In my previous blog, I blogged for the church. I told stories about the church I serve. I reflected and narrated based upon my experiences in my pastoral ministry to this congregation. And yet, it has become clear to me that I need to differentiate. I need to create a space that is about me and how I am choosing to live as a disciple of Jesus Christ. I began by creating this blog. I reminded myself of this choice when I asked my colleague how it would feel to share a Minister’s blog on the newly forming website.
For me, this is an important distinction. It’s a boundary — not a boundary about which my colleagues would get hopping mad but one that I hold sacred. It’s a boundary for me to know when I am the pastor and when I get to be that other person (the one that never shows up in church.) It’s a fine point that may indeed be lost on many people — but there are ways that I’m trying to be a person of faith that have nothing to do with the people I serve. I bring my faith into their midst. I tell those stories. I share my insight but there are explorations I hold that are completely mine and shouldn’t bear the name of the church that I serve. Sure. It could but it’s truly exhausting to always be an ambassador of a particular faith community. Sometimes, I just want to be Elsa.
What does being Elsa mean? Well, that’s what I mean. I need to create space to figure that out. I need space where I am not the pastor to figure out what it is that is working in me. There’s another young clergy woman that is doing a similar thing on her blog.
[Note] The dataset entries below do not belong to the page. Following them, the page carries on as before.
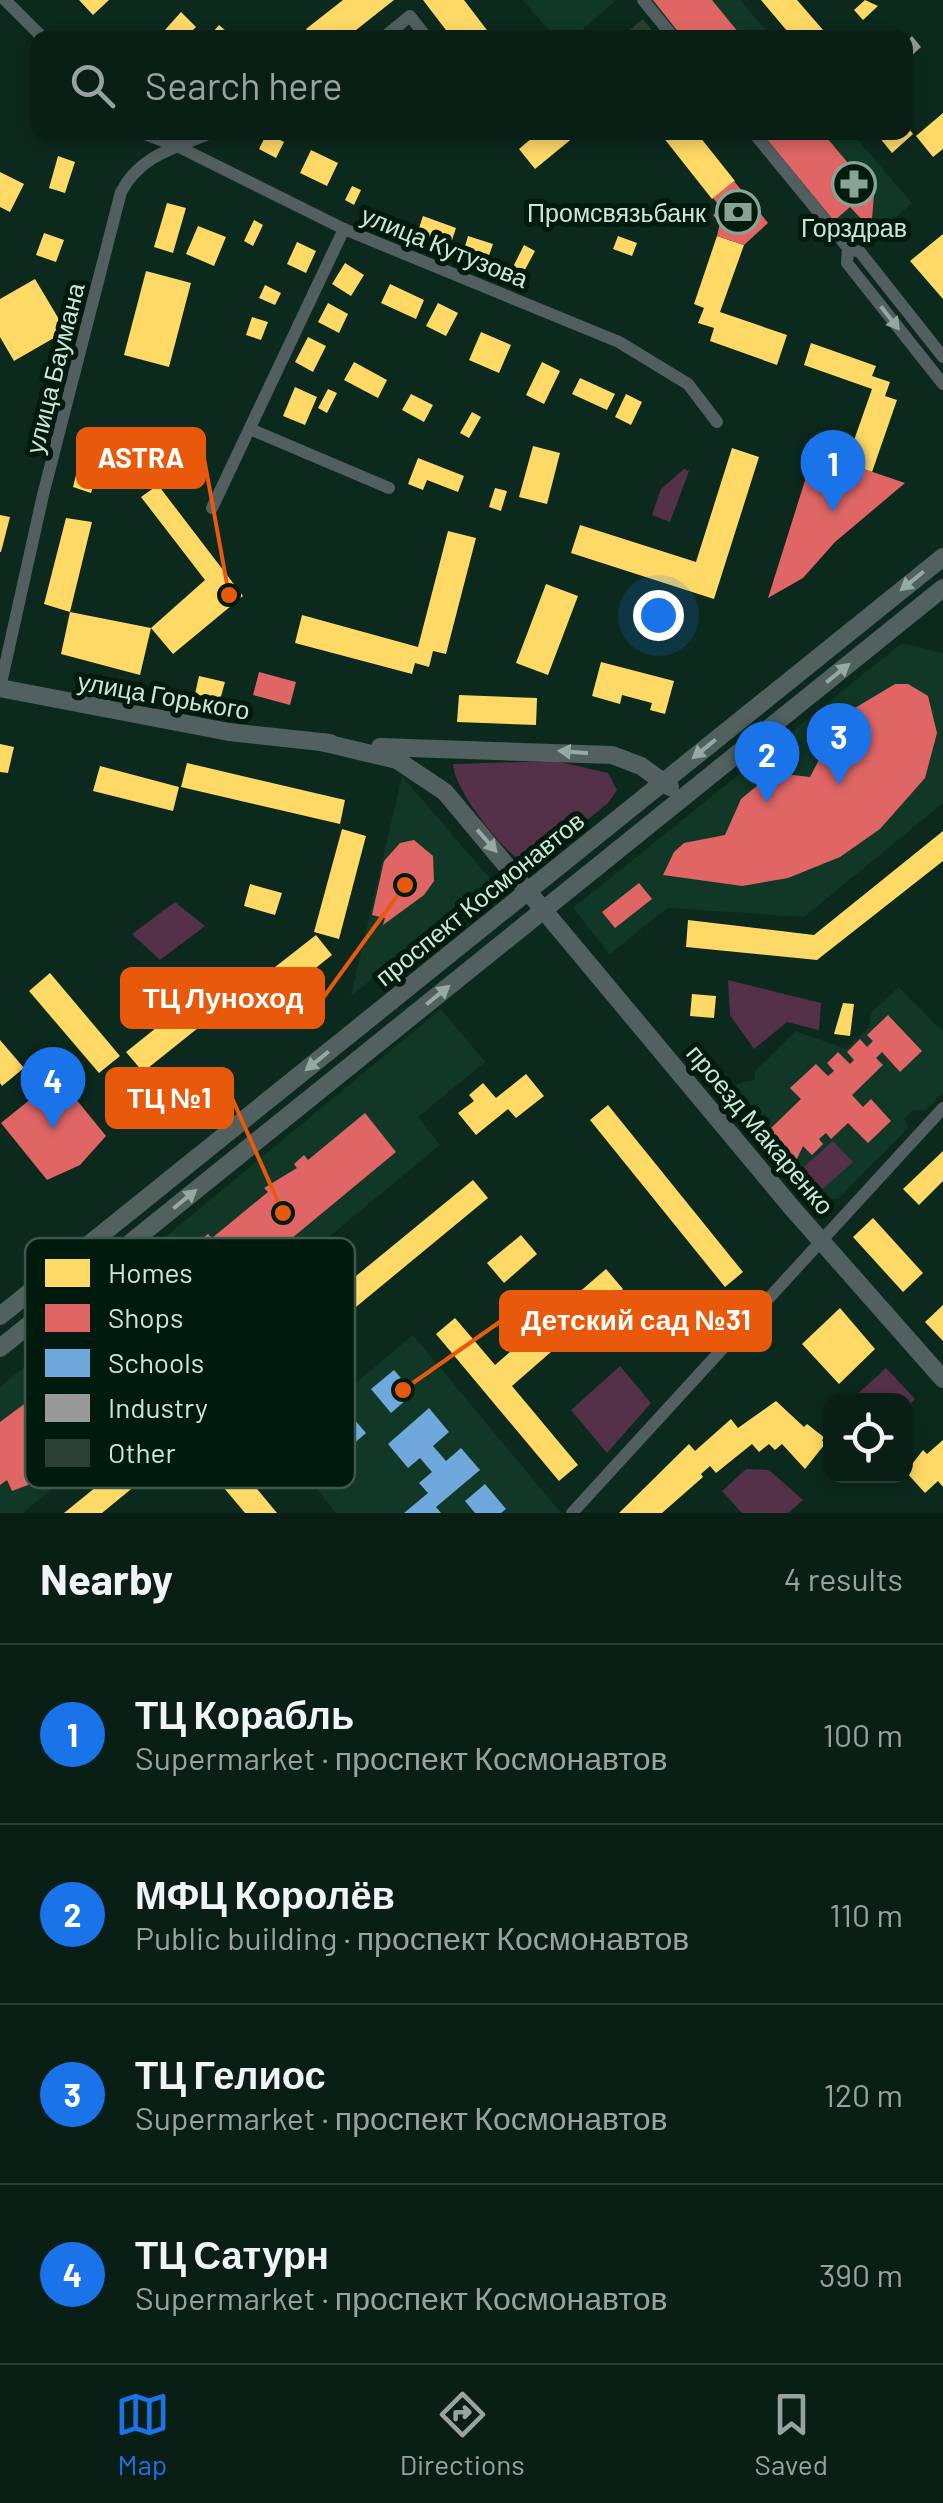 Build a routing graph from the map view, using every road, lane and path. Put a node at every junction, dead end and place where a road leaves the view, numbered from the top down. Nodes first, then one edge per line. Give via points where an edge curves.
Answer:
1 (6, 0) edge
2 (644, 0) edge
3 (35, 30) edge
4 (393, 30) edge
5 (421, 30) edge
6 (668, 30) edge
7 (160, 140) edge
8 (195, 140) edge
9 (760, 140) edge
10 (179, 147) junction
11 (344, 229) junction
12 (848, 248) junction
13 (943, 358) edge
14 (943, 384) edge
15 (718, 422) dead end
16 (250, 428) junction
17 (389, 488) dead end
18 (212, 508) dead end
19 (943, 556) edge
20 (943, 588) edge
21 (0, 688) edge
22 (320, 742) junction
23 (450, 752) junction
24 (664, 781) junction
25 (445, 792) junction
26 (680, 800) junction
27 (530, 890) junction
28 (546, 908) junction
29 (943, 1108) edge
30 (97, 1238) edge
31 (136, 1238) edge
32 (820, 1239) junction
33 (25, 1296) edge
34 (0, 1316) edge
35 (25, 1328) edge
36 (0, 1348) edge
37 (943, 1379) edge
38 (572, 1513) edge

1 - 3 street
2 - 6 street
4 - 5 street via 410,16
7 - 10 street, улица Кутузова
8 - 10 street, улица Баумана
9 - 12 street
10 - 11 street, улица Кутузова
10 - 21 street, улица Баумана via 146,159 122,192
11 - 15 street, улица Кутузова via 619,342 688,384
11 - 16 street
12 - 13 street via 860,252
12 -> 14 street via 847,263
16 - 17 street
16 - 18 street
19 -> 24 main road, проспект Космонавтов
26 -> 20 main road, проспект Космонавтов
21 - 22 main road, улица Горького via 211,729
22 - 23 main road
22 - 25 main road, проезд Макаренко via 398,760
24 -> 23 main road via 612,755
23 - 25 main road via 443,763
24 - 26 main road
24 - 27 main road, проспект Космонавтов
25 -> 27 main road, проезд Макаренко
26 - 28 main road, проспект Космонавтов
27 - 28 main road, проезд Макаренко
27 -> 30 main road, проспект Космонавтов
31 -> 28 main road, проспект Космонавтов
28 - 32 main road, проезд Макаренко
29 - 32 street
32 - 37 main road, проезд Макаренко
32 - 38 street
33 -> 34 main road, проспект Космонавтов
36 -> 35 main road, проспект Космонавтов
I relate so much to these words — as we each write to figure out what this means to be a disciple that doesn’t fall victim to all of the horrible statistics about clergy. (The New York Times article this summer was old news to me.)
So, yes, it means writing but it also means that I need to pray.
This takes me a long time — and it’s a practice that’s only one year old. Still, I’m trying to pray in the morning. (I hate mornings.) I’m slow in the morning but I find if I wait until the evening, it just doesn’t work. I like how starting with prayer and coffee allows me to ruminate all day. I like this space even though I take my time getting out of bed. I sip my coffee like it’s literally the nectar of the Trinity. And then, I pray.
I curl up with my Bible, my prayer book and my colored pencils. This is the language of my prayers which is actually highlighted in this month’s Christ and Creativity on The Young Clergy Women Project’s publication Fidelia’s Sisters.
It works for me. It’s a way for me to express who I am in the world right now — but it’s very personal. It’s not the time I pray for other people even though I was inspired by Sybil MacBeth’s Praying in Color. It’s a time that I pray for myself. It’s a time that I explore where God is working in my life. Truthfully, we all need this. It’s not just a reminder to clergy. It’s a reminder to all of us that get lost in the details of life — but that’s the pastor talking. That’s the part of me that wants to teach this to others. That’s the part of me that wants to inspire others with what I’ve discovered in the weird and wonderful epiphanies I’ve found in colored pencil. That’s not what I need. Not now. Right now, I’m trying to focus on Elsa. I’m trying to pray for myself.
One thought on “Praying for Myself”
Elsa. this is beautiful! I wish that we knew each other better, because I think we would be great friends. (Well, that sounded like something a 7 year old might say.) Because that is what I need right now. Friends who are not colleagues, but co-conspirators.